The show is cold. The band are bundled up in layers, but still seem to be minding the cold. It is not known if this may have lead to an early evening, or if there was a curfew in place, but the last song of the evening, “Moment of Surrender” was not played, despite having been on the set list for the evening. The band did play at least 10 minutes past 11pm. (According to weather reports for the day, the temperature at the end of the show was 8-degrees Celsius.) This is only the second time “Moment of Surrender” has not been played at a U2360 show, with the first time happening in Brisbane in December 2010, in that case, the song was cut for curfew related reasons.

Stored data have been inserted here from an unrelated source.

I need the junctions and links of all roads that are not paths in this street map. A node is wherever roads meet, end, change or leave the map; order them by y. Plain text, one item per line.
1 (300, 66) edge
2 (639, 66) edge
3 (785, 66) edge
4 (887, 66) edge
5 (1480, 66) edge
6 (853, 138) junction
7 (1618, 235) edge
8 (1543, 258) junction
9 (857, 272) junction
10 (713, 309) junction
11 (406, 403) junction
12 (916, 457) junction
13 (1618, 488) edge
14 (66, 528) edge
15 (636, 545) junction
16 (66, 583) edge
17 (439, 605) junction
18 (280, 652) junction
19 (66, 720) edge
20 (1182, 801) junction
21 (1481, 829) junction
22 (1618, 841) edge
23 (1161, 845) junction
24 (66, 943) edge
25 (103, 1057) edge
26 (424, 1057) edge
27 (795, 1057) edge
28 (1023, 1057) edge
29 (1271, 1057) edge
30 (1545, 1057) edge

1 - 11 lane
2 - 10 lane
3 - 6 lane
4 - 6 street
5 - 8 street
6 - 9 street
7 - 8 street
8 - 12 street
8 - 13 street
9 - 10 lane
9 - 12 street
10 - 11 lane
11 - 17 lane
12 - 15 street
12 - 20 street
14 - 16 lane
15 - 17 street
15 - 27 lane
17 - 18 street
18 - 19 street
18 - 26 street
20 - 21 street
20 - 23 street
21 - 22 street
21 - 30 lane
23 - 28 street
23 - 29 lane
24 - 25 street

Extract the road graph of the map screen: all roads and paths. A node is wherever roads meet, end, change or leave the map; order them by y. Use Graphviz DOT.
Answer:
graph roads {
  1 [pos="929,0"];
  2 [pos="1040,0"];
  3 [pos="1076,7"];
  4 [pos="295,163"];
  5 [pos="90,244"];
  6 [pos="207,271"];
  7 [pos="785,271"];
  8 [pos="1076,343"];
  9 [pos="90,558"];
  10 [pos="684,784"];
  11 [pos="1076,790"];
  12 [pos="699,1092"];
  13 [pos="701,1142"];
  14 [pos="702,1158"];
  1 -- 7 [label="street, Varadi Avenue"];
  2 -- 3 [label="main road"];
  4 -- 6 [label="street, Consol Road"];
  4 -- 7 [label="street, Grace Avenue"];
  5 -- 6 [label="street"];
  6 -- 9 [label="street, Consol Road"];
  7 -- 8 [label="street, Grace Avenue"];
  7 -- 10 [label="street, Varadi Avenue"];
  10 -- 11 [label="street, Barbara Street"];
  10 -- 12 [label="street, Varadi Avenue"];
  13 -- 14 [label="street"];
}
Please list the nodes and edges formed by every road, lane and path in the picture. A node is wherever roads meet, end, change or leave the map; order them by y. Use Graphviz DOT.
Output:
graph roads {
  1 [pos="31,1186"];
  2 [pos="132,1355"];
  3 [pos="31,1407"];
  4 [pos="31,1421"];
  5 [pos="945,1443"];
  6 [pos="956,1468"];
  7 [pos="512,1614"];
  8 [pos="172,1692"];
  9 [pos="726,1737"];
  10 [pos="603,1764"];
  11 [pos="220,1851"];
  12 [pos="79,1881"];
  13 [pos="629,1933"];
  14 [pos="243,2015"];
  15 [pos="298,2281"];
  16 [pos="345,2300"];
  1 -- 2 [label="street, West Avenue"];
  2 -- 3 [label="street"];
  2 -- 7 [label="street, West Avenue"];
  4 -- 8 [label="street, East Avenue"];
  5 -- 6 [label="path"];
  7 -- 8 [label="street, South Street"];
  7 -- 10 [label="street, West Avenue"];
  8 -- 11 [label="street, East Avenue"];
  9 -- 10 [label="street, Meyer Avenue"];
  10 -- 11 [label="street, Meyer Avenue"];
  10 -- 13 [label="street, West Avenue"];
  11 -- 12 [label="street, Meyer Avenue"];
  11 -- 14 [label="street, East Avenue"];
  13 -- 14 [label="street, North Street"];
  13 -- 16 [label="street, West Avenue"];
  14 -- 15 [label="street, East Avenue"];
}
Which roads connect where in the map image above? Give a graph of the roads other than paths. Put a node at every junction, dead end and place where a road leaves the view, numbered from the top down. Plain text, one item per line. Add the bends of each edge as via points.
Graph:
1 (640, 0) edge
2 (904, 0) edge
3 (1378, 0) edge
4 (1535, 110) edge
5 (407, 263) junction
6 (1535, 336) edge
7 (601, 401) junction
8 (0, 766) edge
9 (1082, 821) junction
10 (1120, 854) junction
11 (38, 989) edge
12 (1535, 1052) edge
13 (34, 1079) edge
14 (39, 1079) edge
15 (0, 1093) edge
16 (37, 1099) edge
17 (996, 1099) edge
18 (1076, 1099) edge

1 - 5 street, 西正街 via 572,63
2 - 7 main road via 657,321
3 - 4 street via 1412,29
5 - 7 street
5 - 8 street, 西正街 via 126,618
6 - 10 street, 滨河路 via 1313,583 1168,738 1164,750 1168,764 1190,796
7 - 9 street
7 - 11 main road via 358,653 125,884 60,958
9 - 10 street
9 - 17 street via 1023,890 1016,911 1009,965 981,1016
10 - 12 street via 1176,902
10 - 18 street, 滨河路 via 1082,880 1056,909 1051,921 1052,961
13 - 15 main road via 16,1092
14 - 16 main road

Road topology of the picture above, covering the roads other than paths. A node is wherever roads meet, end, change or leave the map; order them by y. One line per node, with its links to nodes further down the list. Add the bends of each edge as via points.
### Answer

Snippets tonight include “Where Have All The Flowers Gone?” during “Until the End of the World” and “Heart Of Gold” during “Beautiful Day”. “You Ain’t Seen Nothing Yet” is added into “Vertigo”. “I’ll Go Crazy” is peppered with references to other songs including “Miss You”, “Discotheque”, “Life During Wartime”, “Psycho Killer” and “Please”. “You’ll Never Walk Alone” appears during “Walk On” and “Will You Love Me Tomorrow” is at the start of “Where the Streets Have No Name”.

The CBC writes, “Some 50,000 people packed Canad Inns Stadium in Winnipeg on Sunday for the much-anticipated concert by Irish rock band U2. Bono, The Edge, Adam Clayton and Larry Mullen Jr. stopped in the city as part of their 360-degree world tour. The unseasonably chilly May evening didn’t deter fans, who cheered, danced and sang along.”

In the Toronto Sun Darryl Sterdan writes, “Bono certainly earned his share of that accolade. Sauntering and bounding around his $35 million playground, the black leather-clad singer was the consummate frontman, energizing the crowd with every rock-star gesture, coaxing them to sing along with every soaring chorus — and winning them over by dismissing the unseasonably cool and breezy conditions.
‘We don’t feel the cold in Winnipeg,” he assured us. “You’re Canadian; we’re Irish.’ While Bono was the obvious focal point of the night, the rest of the band weren’t playing second fiddle. White-haired (and white-suited) Adam Clayton, like all great bassists, was a study in understated cool, casually strolling and posing while unspooling thick, propulsive lines. Guitarist The Edge — sporting his trademark skullcap and goatee — was only slightly more animated, focusing his concentration on picking his chiming guitar lines, manipulating them with his vast array of effects and handling backup vocal chores through his headset mic. And drummer Larry Mullen Jr. — bundled up in a scarf and sweater as he thwacked away on his rotating drum riser — was more Ringo or Charlie than Neil Peart, but efficiently effective at his role: Holding down the centre of the sound (and the centre of the stage) so Bono and Edge can roam where they want and still find their way back.”

There is some controversy surrounding the show, and the band are met by protests by local union members, protesting that the band is using non-union labour for the show at Canad Inns Stadium. The band are accused of “Union busting” by IATSE President Matthew D. Loeb. The dispute is not mentioned by the band, although in the Winnipeg Free Press, Jake Berry, U2’s road manager shared that the band would not return to Manitoba again.

Not part of the original dates, this show was announced on October 18, 2010. The tickets went on sale on October 25, with presales starting for U2.com members on October 21.

The two days prior to this show U2 have been working at the Burton Cummings theatre, filming material for From the Sky Down, a documentary by Davis Guggenheim that will be released later in the year. Ahead of the show today the crew do a soundcheck at the stadium, and then U2 rehearse the new mix of “Magnificent” three times.